- **WHAT THE TASK ASKS**: Report the count, and only the count, of lines in the records that include the word "than".

(Stored items)
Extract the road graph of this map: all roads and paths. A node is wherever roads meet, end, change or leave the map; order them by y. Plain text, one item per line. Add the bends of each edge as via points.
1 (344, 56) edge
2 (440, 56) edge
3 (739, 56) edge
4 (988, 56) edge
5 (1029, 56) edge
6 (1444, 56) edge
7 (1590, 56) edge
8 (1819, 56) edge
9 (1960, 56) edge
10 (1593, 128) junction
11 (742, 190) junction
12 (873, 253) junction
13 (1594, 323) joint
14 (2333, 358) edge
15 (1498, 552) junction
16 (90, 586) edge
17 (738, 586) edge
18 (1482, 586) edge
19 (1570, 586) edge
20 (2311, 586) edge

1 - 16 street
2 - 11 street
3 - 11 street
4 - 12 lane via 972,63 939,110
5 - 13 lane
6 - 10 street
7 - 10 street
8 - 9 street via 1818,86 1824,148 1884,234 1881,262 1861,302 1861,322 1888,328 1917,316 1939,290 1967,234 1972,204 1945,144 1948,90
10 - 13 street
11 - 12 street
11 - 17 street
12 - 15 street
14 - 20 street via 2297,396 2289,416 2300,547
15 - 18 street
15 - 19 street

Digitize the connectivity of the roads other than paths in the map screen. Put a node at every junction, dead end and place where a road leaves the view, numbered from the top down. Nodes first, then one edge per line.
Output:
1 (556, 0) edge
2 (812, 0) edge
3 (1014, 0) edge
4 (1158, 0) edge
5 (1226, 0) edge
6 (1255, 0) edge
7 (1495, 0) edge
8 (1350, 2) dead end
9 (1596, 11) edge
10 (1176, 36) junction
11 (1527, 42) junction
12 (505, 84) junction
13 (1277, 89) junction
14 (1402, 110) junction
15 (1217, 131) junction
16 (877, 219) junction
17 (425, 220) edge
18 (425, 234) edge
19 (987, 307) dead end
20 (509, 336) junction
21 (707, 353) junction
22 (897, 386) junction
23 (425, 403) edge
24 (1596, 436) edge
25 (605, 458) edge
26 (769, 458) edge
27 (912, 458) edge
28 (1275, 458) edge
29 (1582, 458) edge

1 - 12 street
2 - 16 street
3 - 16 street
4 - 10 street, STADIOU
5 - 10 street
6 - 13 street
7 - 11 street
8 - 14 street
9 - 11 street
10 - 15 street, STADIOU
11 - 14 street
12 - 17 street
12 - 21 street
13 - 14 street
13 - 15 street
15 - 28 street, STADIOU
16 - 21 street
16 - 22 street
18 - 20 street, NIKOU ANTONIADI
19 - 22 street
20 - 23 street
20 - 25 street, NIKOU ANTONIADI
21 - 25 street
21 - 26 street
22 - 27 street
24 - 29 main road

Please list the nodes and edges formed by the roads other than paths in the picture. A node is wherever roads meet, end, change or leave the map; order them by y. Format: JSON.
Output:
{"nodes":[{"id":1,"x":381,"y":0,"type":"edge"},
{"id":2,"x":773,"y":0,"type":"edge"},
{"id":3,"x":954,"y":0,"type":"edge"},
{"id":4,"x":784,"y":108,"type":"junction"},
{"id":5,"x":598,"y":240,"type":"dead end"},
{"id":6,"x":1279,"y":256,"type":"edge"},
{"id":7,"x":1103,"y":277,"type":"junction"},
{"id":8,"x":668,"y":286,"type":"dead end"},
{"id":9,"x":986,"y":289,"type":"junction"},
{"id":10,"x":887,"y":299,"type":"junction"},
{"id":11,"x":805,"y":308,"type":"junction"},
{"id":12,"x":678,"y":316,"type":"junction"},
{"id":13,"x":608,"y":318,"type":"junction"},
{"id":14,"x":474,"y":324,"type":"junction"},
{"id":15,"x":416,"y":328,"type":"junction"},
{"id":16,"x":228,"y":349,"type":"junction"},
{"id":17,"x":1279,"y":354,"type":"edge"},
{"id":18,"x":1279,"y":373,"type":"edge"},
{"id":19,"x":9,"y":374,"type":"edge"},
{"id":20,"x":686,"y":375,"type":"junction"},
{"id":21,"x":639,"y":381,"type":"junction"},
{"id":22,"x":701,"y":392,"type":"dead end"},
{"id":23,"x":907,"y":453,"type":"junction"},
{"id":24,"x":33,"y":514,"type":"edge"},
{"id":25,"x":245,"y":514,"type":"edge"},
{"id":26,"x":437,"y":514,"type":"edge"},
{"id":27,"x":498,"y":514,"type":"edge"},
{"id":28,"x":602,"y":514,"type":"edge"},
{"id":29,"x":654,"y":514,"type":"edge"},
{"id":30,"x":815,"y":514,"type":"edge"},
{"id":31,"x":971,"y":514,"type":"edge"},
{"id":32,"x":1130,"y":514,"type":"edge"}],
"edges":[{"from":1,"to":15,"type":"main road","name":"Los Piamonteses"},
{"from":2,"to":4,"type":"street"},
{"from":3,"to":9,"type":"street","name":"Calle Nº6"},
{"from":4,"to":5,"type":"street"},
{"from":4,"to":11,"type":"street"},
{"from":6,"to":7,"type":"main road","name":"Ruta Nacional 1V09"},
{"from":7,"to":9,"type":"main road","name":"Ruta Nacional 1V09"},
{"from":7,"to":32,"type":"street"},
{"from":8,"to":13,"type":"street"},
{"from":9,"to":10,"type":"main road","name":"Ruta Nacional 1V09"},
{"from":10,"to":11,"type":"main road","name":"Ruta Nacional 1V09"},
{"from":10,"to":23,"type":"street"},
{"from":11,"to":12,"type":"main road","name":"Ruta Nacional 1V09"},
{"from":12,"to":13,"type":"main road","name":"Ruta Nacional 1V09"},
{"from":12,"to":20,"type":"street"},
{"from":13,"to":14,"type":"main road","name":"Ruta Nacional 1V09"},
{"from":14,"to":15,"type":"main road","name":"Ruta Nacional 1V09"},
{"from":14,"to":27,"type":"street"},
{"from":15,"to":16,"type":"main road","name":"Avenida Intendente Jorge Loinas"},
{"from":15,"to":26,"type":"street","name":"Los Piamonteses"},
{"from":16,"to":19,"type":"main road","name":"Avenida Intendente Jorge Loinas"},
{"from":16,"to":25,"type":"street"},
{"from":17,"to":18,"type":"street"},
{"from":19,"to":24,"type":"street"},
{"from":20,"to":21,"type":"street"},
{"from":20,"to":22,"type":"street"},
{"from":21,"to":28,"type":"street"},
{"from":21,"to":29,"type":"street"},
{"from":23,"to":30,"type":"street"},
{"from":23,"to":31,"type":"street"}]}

- **SOLUTION TO THIS PROBLEM**: 2